**What needs to be done:** Go through the data line by line. Copy each one holding the string "strokeStyle".
--- START ---
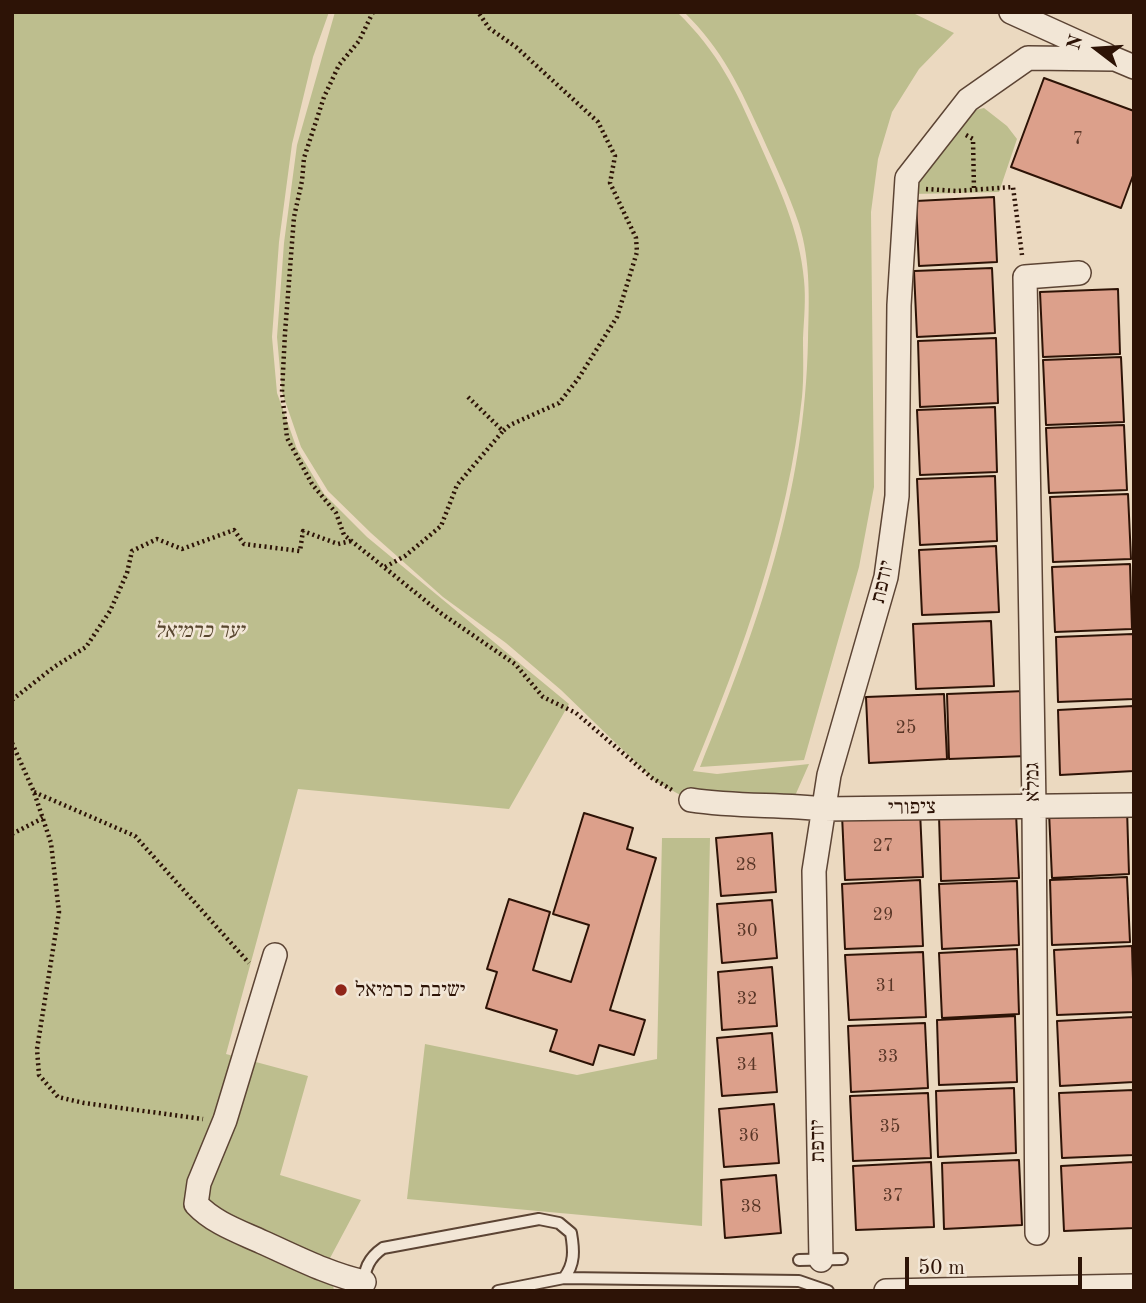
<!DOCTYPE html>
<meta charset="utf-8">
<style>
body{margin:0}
#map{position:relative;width:1146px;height:1303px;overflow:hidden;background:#ebd9c0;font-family:"Old Standard TT",serif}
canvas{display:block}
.frame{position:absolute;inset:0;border:14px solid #2d1306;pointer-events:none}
.north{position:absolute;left:1062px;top:14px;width:70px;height:70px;-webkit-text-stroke:5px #f2e6d6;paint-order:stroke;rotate:287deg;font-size:19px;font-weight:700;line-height:28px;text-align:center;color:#2d1306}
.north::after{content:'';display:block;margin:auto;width:24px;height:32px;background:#2d1306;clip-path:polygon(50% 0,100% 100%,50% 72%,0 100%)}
.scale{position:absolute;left:905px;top:1257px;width:177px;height:32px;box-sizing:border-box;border:4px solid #2d1306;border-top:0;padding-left:9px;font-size:21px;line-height:24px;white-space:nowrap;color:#2d1306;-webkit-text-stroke:5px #f2e6d6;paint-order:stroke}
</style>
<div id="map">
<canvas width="1146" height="1303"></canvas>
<div class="frame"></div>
<div class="north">N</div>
<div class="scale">50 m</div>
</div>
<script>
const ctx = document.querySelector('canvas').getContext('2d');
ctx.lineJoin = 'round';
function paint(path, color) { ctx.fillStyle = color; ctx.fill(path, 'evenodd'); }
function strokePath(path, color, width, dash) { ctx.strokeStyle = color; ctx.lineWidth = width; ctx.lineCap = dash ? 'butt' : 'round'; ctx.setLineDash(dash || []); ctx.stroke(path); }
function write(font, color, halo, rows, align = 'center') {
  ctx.font = font + ' "Old Standard TT","Frank Ruhl Libre",serif'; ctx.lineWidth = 5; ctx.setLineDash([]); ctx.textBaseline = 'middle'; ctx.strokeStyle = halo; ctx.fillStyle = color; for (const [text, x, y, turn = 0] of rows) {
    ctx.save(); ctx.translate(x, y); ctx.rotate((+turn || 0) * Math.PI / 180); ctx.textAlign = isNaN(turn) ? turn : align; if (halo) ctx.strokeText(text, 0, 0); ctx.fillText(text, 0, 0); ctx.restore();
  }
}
paint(new Path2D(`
 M 12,12 L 329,12 L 313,57 L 292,144 L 279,242 L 272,337 L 277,393 L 297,449 L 324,494 L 367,537 L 569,704 L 509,809 L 298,789 L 226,1054 L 308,1076 L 280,1175 L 361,1200 L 329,1260 L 334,1291 L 12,1291 Z
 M 335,12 L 677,12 C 719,53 735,88 758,140 C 778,185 800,231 804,280 C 806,299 804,319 803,338 C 803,358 804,377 802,397 C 788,527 743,651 693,771 L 717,774 L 809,764 L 787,814 L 702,807 L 655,781 L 561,690 L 506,643 L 443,597 L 371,533 L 328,491 L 301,447 L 282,392 L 277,337 L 284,243 L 297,145 Z
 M 684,12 L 911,12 L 954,33 L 919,69 L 892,112 L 878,159 L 871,212 L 874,487 L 859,567 L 804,760 L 700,767 C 758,626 805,494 808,340 C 809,301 811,262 799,224 C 789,194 775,165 762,136 C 740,88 723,50 684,12 Z
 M 984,108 L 1007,126 L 1017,139 L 999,192 L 913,194 L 913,169 L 959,114 Z
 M 662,838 L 710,838 L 702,1226 L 407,1199 L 425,1044 L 577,1075 L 657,1059 Z`), '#bdbe8e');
const building = new Path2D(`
 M 1044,78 L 1134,111 L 1134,173 L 1121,208 L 1011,167 Z
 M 994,197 L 997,262 L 919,266 L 916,201 Z
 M 992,268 L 995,333 L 917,337 L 914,271 Z
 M 1118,289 L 1120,354 L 1043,357 L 1040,292 Z
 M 996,338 L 998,403 L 920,407 L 918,341 Z
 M 1121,357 L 1124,422 L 1046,425 L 1043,360 Z
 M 995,407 L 997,472 L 920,475 L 917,410 Z
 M 1124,425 L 1127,490 L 1049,493 L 1046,428 Z
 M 995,476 L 997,541 L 920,545 L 917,479 Z
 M 1128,494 L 1131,559 L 1053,562 L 1050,497 Z
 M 996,546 L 999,612 L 922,615 L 919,550 Z
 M 1130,564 L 1132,629 L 1055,632 L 1052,567 Z
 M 991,621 L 994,686 L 916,689 L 913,624 Z
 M 1133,634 L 1134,699 L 1058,702 L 1056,637 Z
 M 1025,691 L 1027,756 L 949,759 L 947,694 Z
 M 944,694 L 947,759 L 869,763 L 866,697 Z
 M 1134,706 L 1134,771 L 1060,775 L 1058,710 Z
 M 1127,809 L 1129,874 L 1052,878 L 1049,812 Z
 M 920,811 L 923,877 L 845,880 L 842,815 Z
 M 584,813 L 633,828 L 627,849 L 656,858 L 610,1010 L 645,1020 L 634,1055 L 599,1045 L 593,1065 L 550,1051 L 557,1030 L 486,1008 L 497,972 L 487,969 L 509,899 L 550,912 L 533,970 L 571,982 L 589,925 L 553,914 Z
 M 1016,813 L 1019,878 L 941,881 L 939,816 Z
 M 772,833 L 776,892 L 721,896 L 716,838 Z
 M 1127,877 L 1130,942 L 1052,945 L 1050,880 Z
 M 920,880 L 923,946 L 845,949 L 842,884 Z
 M 1017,881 L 1019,945 L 942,949 L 939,884 Z
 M 772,900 L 777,958 L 722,963 L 717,904 Z
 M 1132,946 L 1134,1012 L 1057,1015 L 1054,950 Z
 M 1017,949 L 1019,1014 L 942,1018 L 939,953 Z
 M 923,952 L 926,1017 L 849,1020 L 845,955 Z
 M 772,967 L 777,1026 L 722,1030 L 718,972 Z
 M 1015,1016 L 1017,1082 L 939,1085 L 937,1020 Z
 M 1134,1017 L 1134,1082 L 1060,1086 L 1057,1021 Z
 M 925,1023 L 928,1088 L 851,1092 L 848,1026 Z
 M 772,1033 L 777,1092 L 722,1096 L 717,1038 Z
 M 1014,1088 L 1016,1153 L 938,1157 L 936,1091 Z
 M 1134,1090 L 1134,1155 L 1062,1158 L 1059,1093 Z
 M 928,1093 L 931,1158 L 853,1161 L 850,1096 Z
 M 774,1104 L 779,1163 L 724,1167 L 719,1109 Z
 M 1019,1160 L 1022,1225 L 944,1229 L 942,1163 Z
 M 931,1162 L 934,1227 L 856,1230 L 853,1166 Z
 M 1134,1162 L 1134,1228 L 1064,1231 L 1061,1166 Z
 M 776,1175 L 781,1233 L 725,1238 L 721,1180 Z`);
paint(building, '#dca08b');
strokePath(building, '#2d1306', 2);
const service = new Path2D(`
 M 799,1260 L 842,1259
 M 365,1285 C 363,1269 370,1257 383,1248 L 539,1219 L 559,1223 L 571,1233 C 574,1250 575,1264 564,1278
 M 498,1291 L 564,1278 L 799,1281 L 828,1291`);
const minor = new Path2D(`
 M 1011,12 L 1106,55
 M 691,800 C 736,807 779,804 824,809 L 1134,805
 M 275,955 L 225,1120 L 199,1183 L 196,1204 C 214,1223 238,1231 262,1242 C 296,1257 328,1274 364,1282
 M 1037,1233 L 1034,806 L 1025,277 L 1079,273
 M 821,1260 L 814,871 L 829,775 L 886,577 L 897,496 L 899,305 L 907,178 L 968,100 L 1028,58 L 1115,59 L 1134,67
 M 886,1291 L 1134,1286`);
strokePath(service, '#5c4434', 14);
strokePath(minor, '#5c4434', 26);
strokePath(new Path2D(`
 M 373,12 L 359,41 L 339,65 L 324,97 L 304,158 L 302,181 L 294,217 L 285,333 L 282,392 L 287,438 L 312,484 L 336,513 L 344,535 L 442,614 L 515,664 L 543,697 L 576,713 L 652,778 L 672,790
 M 966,135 L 973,139 L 974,190
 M 926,189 L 956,191 L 1013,187 L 1022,255
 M 468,397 L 503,431 L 510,425 L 559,403 L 578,379 L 617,317 L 637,252 L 636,238 L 610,183 L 615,156 L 598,122 L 516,47 L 489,28 L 478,12
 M 385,567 L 405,556 L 441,526 L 457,485 L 503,431
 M 12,700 L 54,667 L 86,647 L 110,611 L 127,573 L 132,551 L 157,539 L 182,549 L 234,530 L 244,544 L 300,551 L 303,531 L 338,544 L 351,541
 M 12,743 L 34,792 L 51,843 L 59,912 L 37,1049 L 39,1075 L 58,1097 L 84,1103 L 203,1119
 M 34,792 L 135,836 L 249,963
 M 12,834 L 43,818`), '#2d1306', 4.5, [2, 3.5]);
strokePath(service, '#f2e6d6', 10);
strokePath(minor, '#f2e6d6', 23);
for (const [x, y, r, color] of [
 [341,990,7,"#8f2418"]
]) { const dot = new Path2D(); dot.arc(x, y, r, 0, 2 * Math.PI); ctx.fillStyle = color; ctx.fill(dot); strokePath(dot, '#f2e6d6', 2.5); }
write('18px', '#593627', null, [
 ["7",1078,139],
 ["25",906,728],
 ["27",883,846],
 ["28",746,865],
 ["29",883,915],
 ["30",747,931],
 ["31",886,986],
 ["32",747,999],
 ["33",888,1057],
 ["34",747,1065],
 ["35",890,1127],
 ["36",749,1136],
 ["37",893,1196],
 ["38",751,1207]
]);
write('21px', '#2d1306', '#f2e6d6', [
 ["יודפת",883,582,-77],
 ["גמלא",1033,782,-91],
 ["ציפורי",912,808,-1],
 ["יודפת",818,1141,-91]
]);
write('italic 21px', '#58462f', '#f2e6d6', [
 ["יער כרמיאל",199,631]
]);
write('21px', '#2d1306', '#f2e6d6', [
 ["ישיבת כרמיאל",355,990]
], 'left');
</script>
--- END ---
**Result below:**
function strokePath(path, color, width, dash) { ctx.strokeStyle = color; ctx.lineWidth = width; ctx.lineCap = dash ? 'butt' : 'round'; ctx.setLineDash(dash || []); ctx.stroke(path); }
  ctx.font = font + ' "Old Standard TT","Frank Ruhl Libre",serif'; ctx.lineWidth = 5; ctx.setLineDash([]); ctx.textBaseline = 'middle'; ctx.strokeStyle = halo; ctx.fillStyle = color; for (const [text, x, y, turn = 0] of rows) {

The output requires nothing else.